舞台との一つとなっている輪島はとても良いところで、朝市なんかも全部燃えてしまって残念ですよね。水害にあって、出てきた輪島塗の漆器をまた作り直す、塗り直すシーンが出てきますが、そうやって伝統を守る職人さんたちの心が素晴らしいなと思いました。悲しいことから立ち上がって、未来へ繋げていこうとする気持ちというか。先日金沢で行った、本作の先行上映でも、観客の方の表情から、ずしっと心に残るものを観たという気持ちが伝わってきました。『生きがい』とドキュメンタリーをご覧になって、そうやって自分なりの感想を受け止めてくださったらありがたいです。

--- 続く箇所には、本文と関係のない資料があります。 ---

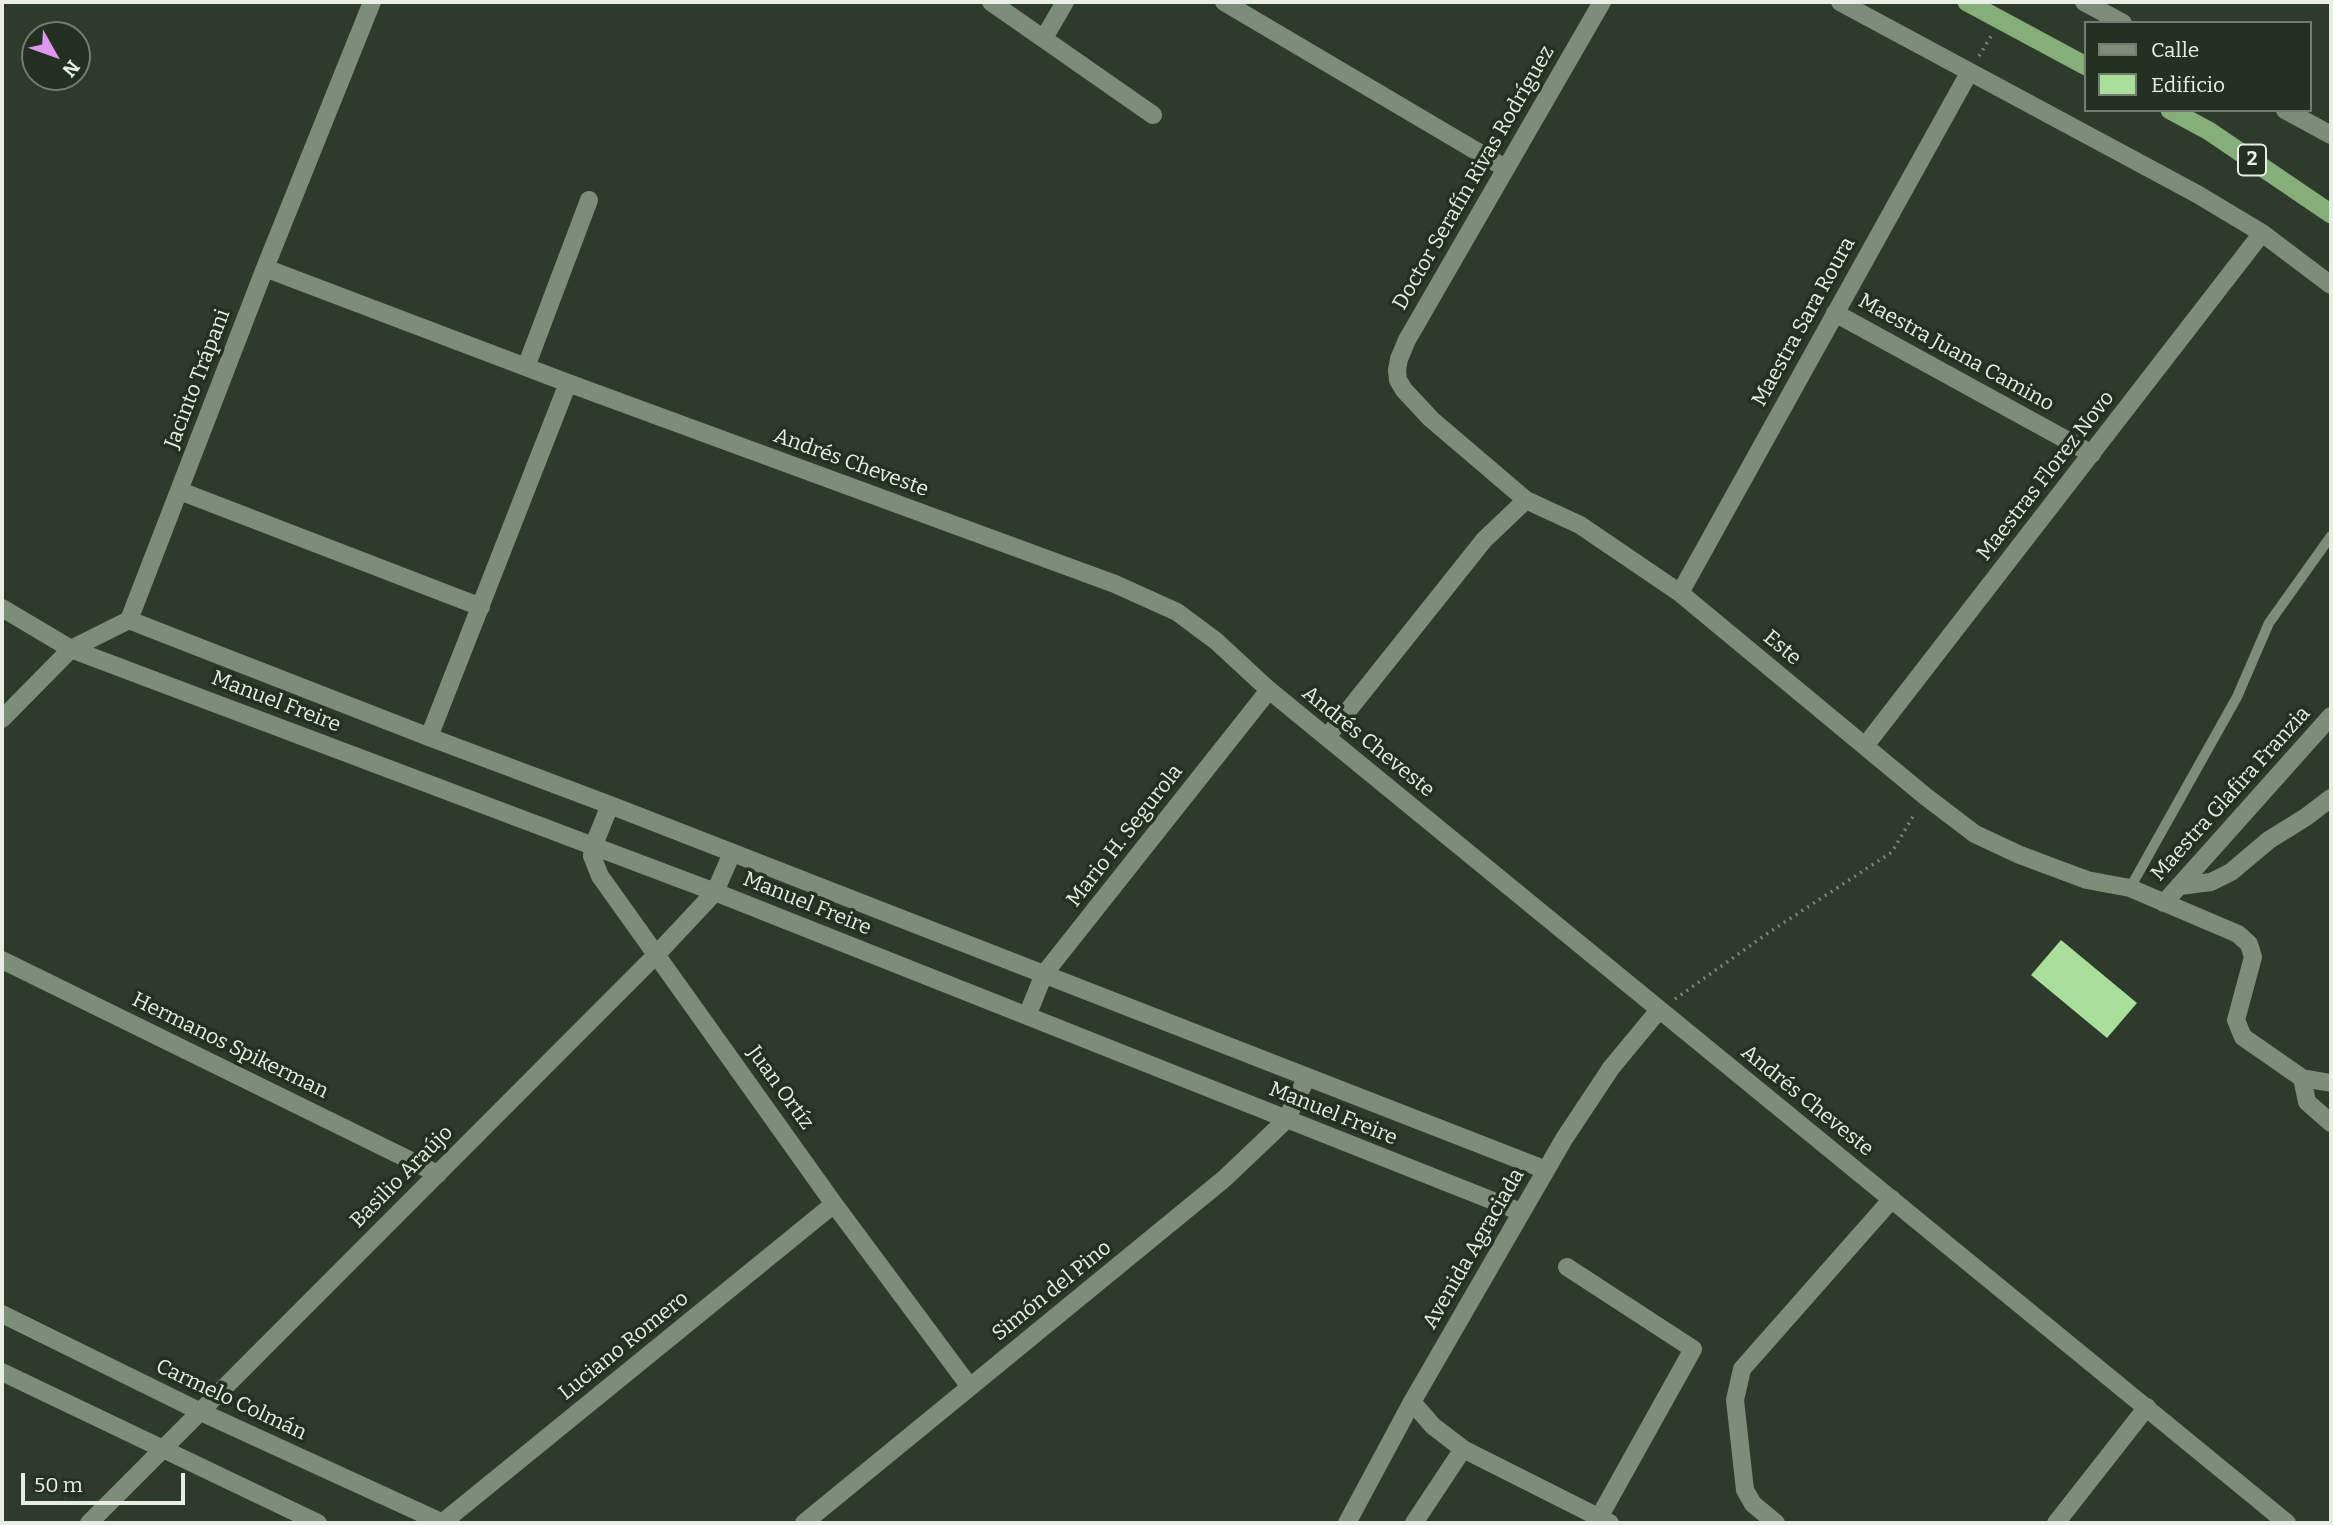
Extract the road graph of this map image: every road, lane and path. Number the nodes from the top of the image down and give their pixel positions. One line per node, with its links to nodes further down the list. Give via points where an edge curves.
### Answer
1 (372, 2): 21 (street, Jacinto Trápani)
2 (991, 2): 10 (street)
3 (1065, 2): 10 (street)
4 (1224, 2): 17 (street)
5 (1602, 2): 17 (street, Doctor Serafín Rivas Rodríguez)
6 (1840, 2): 12 (street)
7 (1966, 2): 11 (highway)
8 (2084, 2): 9 (street)
9 (2119, 21)
10 (1044, 38): 15 (street)
11 (2084, 65)
12 (1969, 73): 20 (street); 23 (street, Maestra Sara Roura)
13 (2174, 112): 19 (highway, 2)
14 (2289, 112): 16 (street)
15 (1153, 115)
16 (2331, 135)
17 (1504, 168): 25 (street, Doctor Serafín Rivas Rodríguez, via 1407,340 1399,359)
18 (589, 200): 24 (street)
19 (2331, 214)
20 (2262, 233): 22 (street); 27 (street, Maestras Florez Novo)
21 (265, 268): 24 (street, Andrés Cheveste); 28 (street, Jacinto Trápani)
22 (2331, 285)
23 (1835, 313): 27 (street, Maestra Juana Camino); 31 (street, Maestra Sara Roura)
24 (526, 367): 26 (street, Andrés Cheveste)
25 (1398, 380): 29 (street, Este, via 1431,419)
26 (568, 383): 32 (street); 36 (street, Andrés Cheveste, via 1115,584 1196,625)
27 (2092, 454): 41 (street, Maestras Florez Novo)
28 (180, 491): 32 (street); 34 (street, Jacinto Trápani)
29 (1526, 500): 31 (street, Este, via 1580,524); 40 (street, via 1484,540)
30 (2331, 536): 48 (lane, via 2269,623 2237,697)
31 (1681, 593): 41 (street, Este)
32 (481, 607): 39 (street)
33 (2, 608): 35 (street, Manuel Freire)
34 (129, 620): 35 (street); 39 (street, Manuel Freire)
35 (71, 649): 38 (street); 45 (street, Manuel Freire)
36 (1269, 690): 40 (street, Andrés Cheveste); 53 (street, Mario H. Segurola)
37 (2331, 716): 47 (street, Maestra Glafira Franzia)
38 (2, 719)
39 (429, 737): 44 (street, Manuel Freire)
40 (1326, 737): 54 (street, Andrés Cheveste)
41 (1865, 746): 42 (street, Este)
42 (1926, 796): 48 (street, Este, via 1975,834 2020,855 2087,880); 54 (path, via 1892,852)
43 (2331, 798): 47 (street, via 2231,872 2211,882)
44 (610, 805): 45 (street); 46 (street, Manuel Freire)
45 (593, 846): 49 (street, Manuel Freire); 51 (street, Juan Ortíz, via 600,876)
46 (732, 853): 49 (street, Basilio Araújo); 53 (street, Manuel Freire)
47 (2180, 886): 50 (street, Maestra Glafira Franzia)
48 (2130, 888): 50 (street, Este)
49 (715, 892): 51 (street, Basilio Araújo); 55 (street, Manuel Freire)
50 (2164, 903): 57 (street, Este, via 2238,934 2249,944 2253,957 2236,1020 2239,1029 2243,1037)
51 (656, 955): 62 (street, Basilio Araújo); 64 (street, Juan Ortíz)
52 (2, 960): 62 (street, Hermanos Spikerman)
53 (1044, 974): 55 (street, Mario H. Segurola); 56 (street, Manuel Freire)
54 (1659, 1010): 61 (street, Avenida Agraciada, via 1611,1068); 63 (street, Andrés Cheveste)
55 (1027, 1016): 59 (street, Manuel Freire)
56 (1307, 1077): 59 (street, Simón del Pino); 61 (street, Manuel Freire)
57 (2302, 1078): 58 (street); 60 (street, via 2307,1102)
58 (2331, 1083)
59 (1286, 1119): 65 (street, Manuel Freire); 69 (street, Simón del Pino, via 1190,1209)
60 (2331, 1123)
61 (1546, 1170): 65 (street, Avenida Agraciada)
62 (438, 1174): 72 (street, Basilio Araújo)
63 (1892, 1199): 71 (street, Andrés Cheveste); 82 (street, via 1742,1369 1735,1400 1745,1490 1753,1504)
64 (834, 1204): 69 (street, Juan Ortíz); 78 (street, Luciano Romero)
65 (1521, 1212): 70 (street, Avenida Agraciada)
66 (1567, 1267): 75 (street, via 1693,1349)
67 (2, 1314): 72 (street, Carmelo Colmán)
68 (2, 1372): 74 (street)
69 (970, 1387): 79 (street, Simón del Pino)
70 (1412, 1402): 73 (street); 80 (street, Avenida Agraciada)
71 (2147, 1407): 83 (street); 84 (street, Andrés Cheveste)
72 (201, 1412): 74 (street, Basilio Araújo); 78 (street, Carmelo Colmán)
73 (1463, 1449): 75 (street); 81 (street)
74 (162, 1450): 76 (street, Basilio Araújo); 77 (street)
75 (1602, 1521)
76 (89, 1523)
77 (318, 1523)
78 (442, 1523)
79 (804, 1523)
80 (1347, 1523)
81 (1414, 1523)
82 (1776, 1523)
83 (2056, 1523)
84 (2287, 1523)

――今日は素敵なお話をどうもありがとうございました。

撮影:オサダコウジ
【あらすじ】
石川県能登の山奥。
土砂災害の被災現場で、崩壊した家の下から一人の男が救出された。
見守っていた人々から声をかけられるも、元教師で「黒鬼」と近所の人に呼ばれる山本信三は鋭い眼光を残し、去っていく。
避難所になじむことができない信三は、崩壊した自宅の一角で暮らし始める。ある日、被災地ボランティアたちが信三の自宅の片づけの手伝いに訪れた。壊れていたり汚れて使えなくなったものを処分していくボランティアたちだったが、あるものを捨てようとして激怒した信三に追い出されてしまう。ボランティアが捨てようとしたのは、信三にとって、唯一の理解者であり、今は亡き妻・美智子の形見の茶碗だった。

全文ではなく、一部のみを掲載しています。